By Michael Heintz, Senior Specialist, Environmental Laboratories, APHL
Do you drink tap water? Did you know that there are a number of safeguards ensuring the water you receive from municipal or community sources is safe to drink? It’s true! Before communities provide water to their residents, it must meet the requirements of the Safe Drinking Water Act to ensure its safety and drinkability. To meet the law, public water goes through a treatment plant before distribution. In these plants, the water can be subjected to a variety of actions including filtration, settling of solids, and disinfection typically through the addition of chlorine. (The low levels of chlorine added to your water are closely monitored and are safe for consumption.) Although you sometimes see discoloration or detect a slight odor on occasion, the water at your tap meets this federal law.
We know you’re asking, “Ok, that’s great, but how do I know the water meets the law?” Rest easy because an environmental laboratory in your state tests the water before the community distributes it. And, in fact, a state or US EPA must certify these laboratories for competency and quality assurance before they can conduct the tests. Public drinking water can only be tested by those laboratories approved to do so. While the frequency of testing and the chemical tested for varies by state, many laboratories test for number of contaminants on a daily and weekly basis. Then, at least once per year, public water systems must release a Consumer Confidence Report showing their communities the average results of the tests. Typically water utilities mail them directly to you, but more are going electronic. These reports contain information on your tap water including chemical-by-chemical results, explanations on the drinking water requirements and legal limits, and method of disinfection.
So let’s review the safeguards on your tap water:
- A treatment plant to clean and disinfect the water,
- Requirements to meet the Safe Drinking Water Act,
- Regular testing by state or EPA certified laboratories,
- And annual public reporting.
Now, what about bottled water? First, the Food and Drug Administration, not EPA, regulates bottled water as a packaged food. Consequently, federal law does not require bottled water to be cleaner than tap water—in fact the standards are nearly identical. And, in some ways, government regulates bottled water less than tap water. For example, bottled water companies do not need certified laboratories to test their product. While bottled water is tested, almost any laboratory can do the work. In addition the FDA does not require a standard laboratory method for testing bottled water. With tap water, all the labs use the same testing procedure as EPA—ensuring consistency among the certified labs. Moreover, bottled water companies do not send you annual reports on the quality of the bottled water. Although you could just look at your consumer confidence report—an estimated 25% of all bottled water comes from municipal tap water.
Finally, there’s the plastic used. Did you know that Americans use enough bottled water each week to make a line of bottles 155,000 miles long? Next, do you recycle? Good—most people don’t: four billion pounds of plastic bottles go into landfills or become litter each year. In both cases, that’s a lot of plastic. How many bottles do you use a week?
So as you go get yourself a glass of water, think about where it comes from and what went into getting you that water.

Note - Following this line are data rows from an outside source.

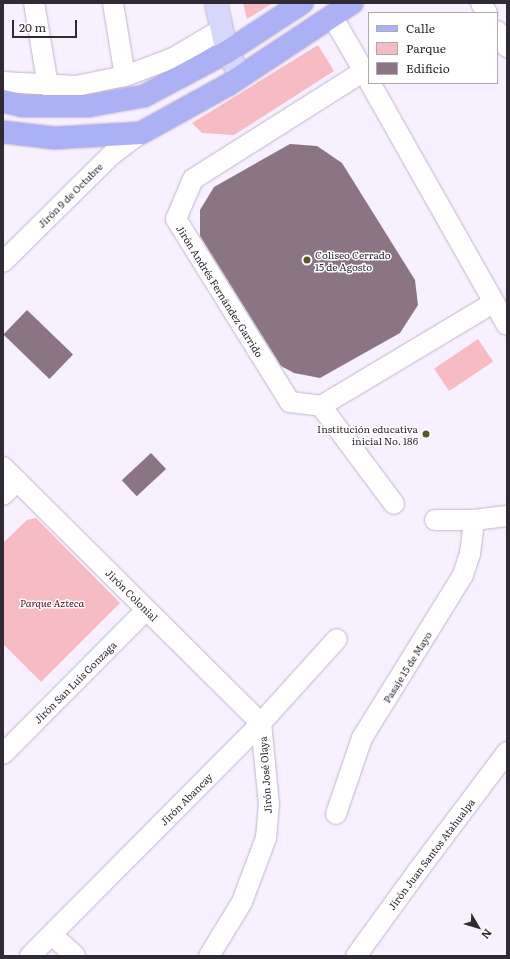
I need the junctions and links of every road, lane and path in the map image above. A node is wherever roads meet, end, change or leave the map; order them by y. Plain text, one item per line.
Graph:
1 (34, 3) edge
2 (113, 3) edge
3 (216, 3) edge
4 (302, 3) edge
5 (352, 3) edge
6 (480, 3) edge
7 (485, 12) edge
8 (332, 16) junction
9 (222, 29) junction
10 (498, 33) edge
11 (507, 47) edge
12 (227, 52) junction
13 (125, 76) junction
14 (241, 76) junction
15 (368, 78) edge
16 (3, 82) edge
17 (371, 84) edge
18 (48, 86) junction
19 (3, 101) edge
20 (3, 132) edge
21 (142, 133) junction
22 (3, 262) edge
23 (493, 303) junction
24 (507, 325) edge
25 (321, 406) junction
26 (3, 467) edge
27 (17, 481) junction
28 (3, 495) edge
29 (394, 504) dead end
30 (507, 516) edge
31 (435, 520) dead end
32 (474, 520) junction
33 (146, 610) junction
34 (337, 639) dead end
35 (261, 723) junction
36 (507, 752) edge
37 (3, 754) edge
38 (336, 814) dead end
39 (52, 935) junction
40 (30, 956) edge
41 (75, 956) edge
42 (209, 956) edge
43 (356, 956) edge

1 - 18 street
2 - 13 street
3 - 9 main road
4 - 12 main road
5 - 8 main road
6 - 7 street
8 - 14 main road
8 - 15 street
9 - 12 main road
9 - 13 street
10 - 11 street
12 - 14 main road
12 - 19 main road
13 - 18 street
14 - 21 main road
15 - 25 street, Jirón Andrés Fernández Garrido
16 - 18 street
17 - 23 street
20 - 21 main road
21 - 22 street, Jirón 9 de Octubre
23 - 24 street
23 - 25 street
25 - 29 street
26 - 27 street, Jirón Colonial
27 - 28 street
27 - 33 street, Jirón Colonial
30 - 32 street
31 - 32 street
32 - 38 street, Pasaje 15 de Mayo
33 - 35 street, Jirón Colonial
33 - 37 street, Jirón San Luis Gonzaga
34 - 35 street, Jirón Abancay
35 - 39 street, Jirón Abancay
35 - 42 street, Jirón José Olaya
36 - 43 street, Jirón Juan Santos Atahualpa
39 - 40 street, Jirón Abancay
39 - 41 street

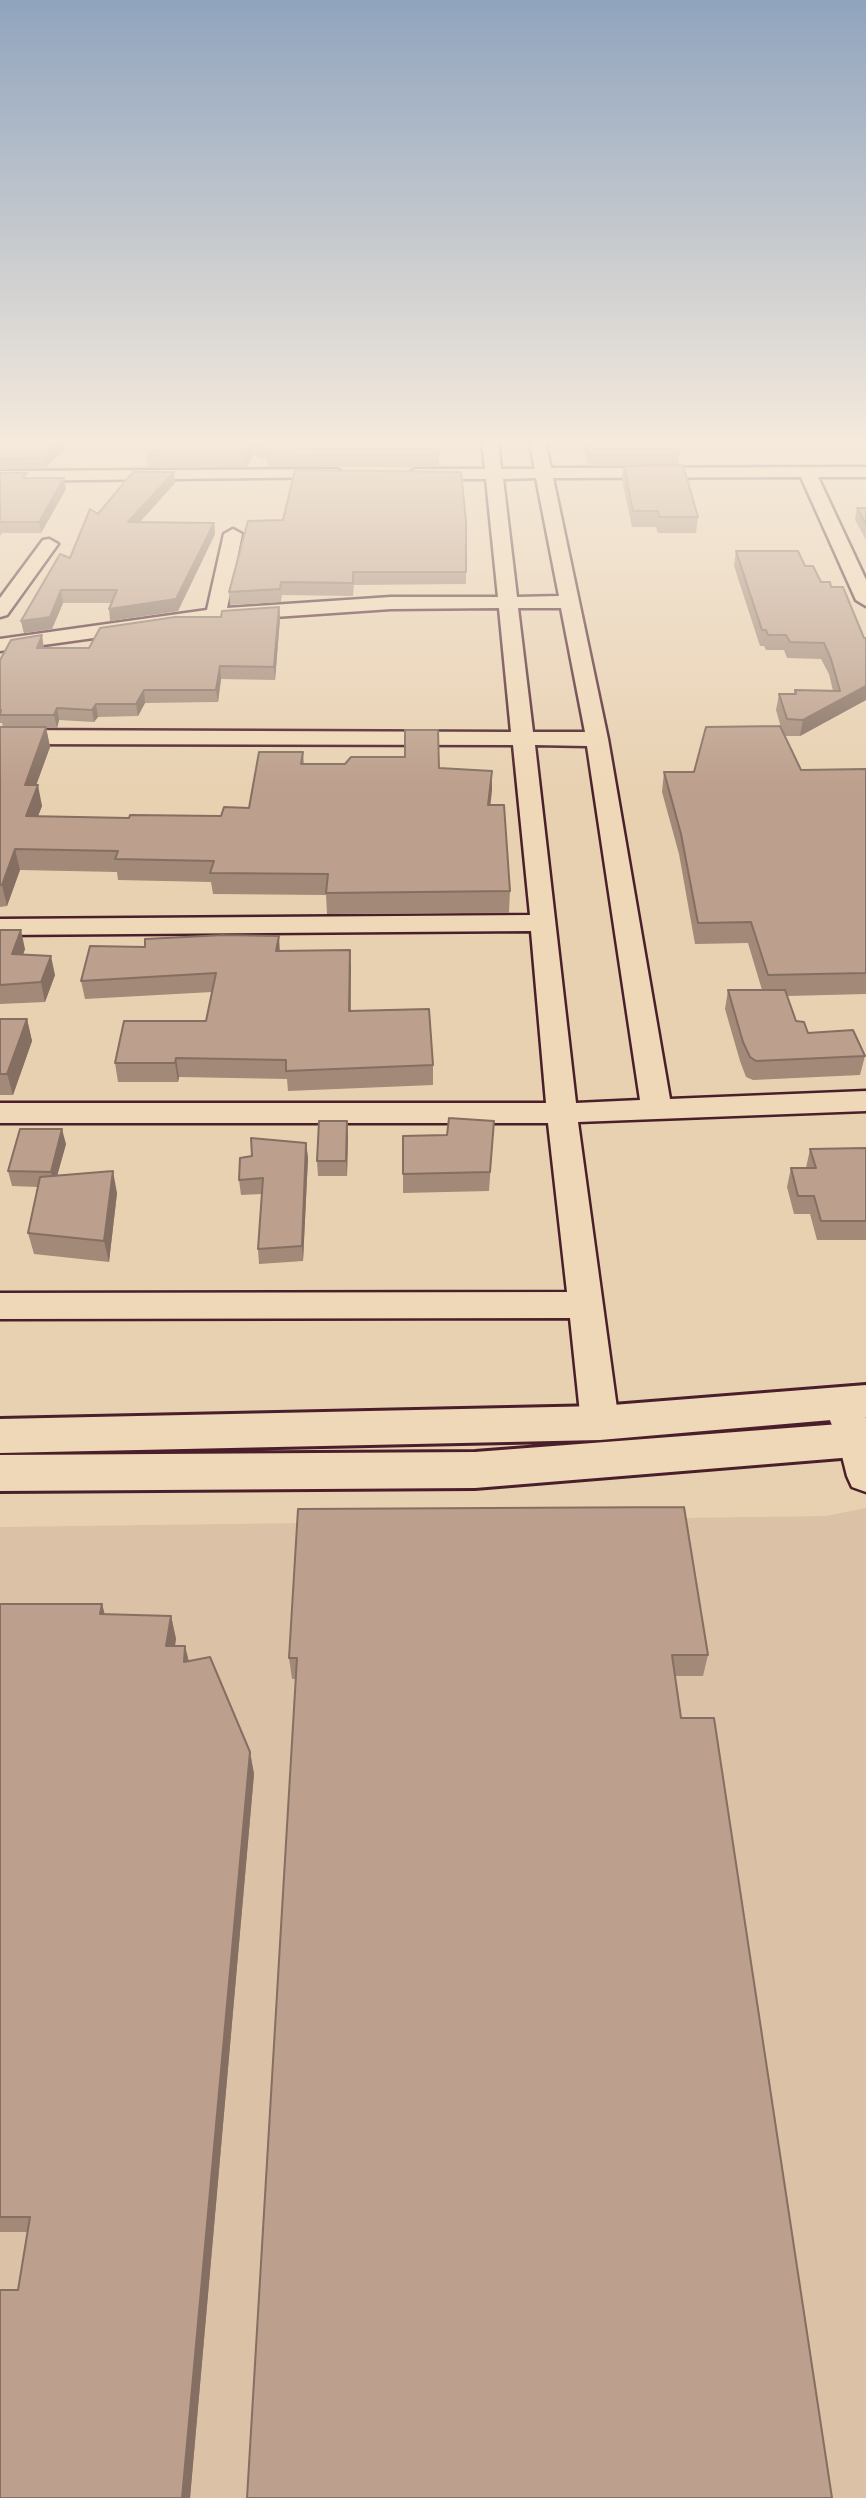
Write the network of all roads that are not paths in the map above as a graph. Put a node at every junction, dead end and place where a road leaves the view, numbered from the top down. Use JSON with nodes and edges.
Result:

Our tap water is safe and we have the data to prove it. I’ll be filling up at the tap.
Just fyi…in Florida, the Bureau of Food Laboratories (an ISO/IEC 17025 accredited laboratory) of the Florida Department of Agriculture and Consumer Services tests bottled water using the APHA Standard Methods for bacterial contamination, and also tests it for chemical contamination as part of its regulatory program. Good news-we have never found a bacterial contaminant and only rarely a chemical contaminant in bottled water.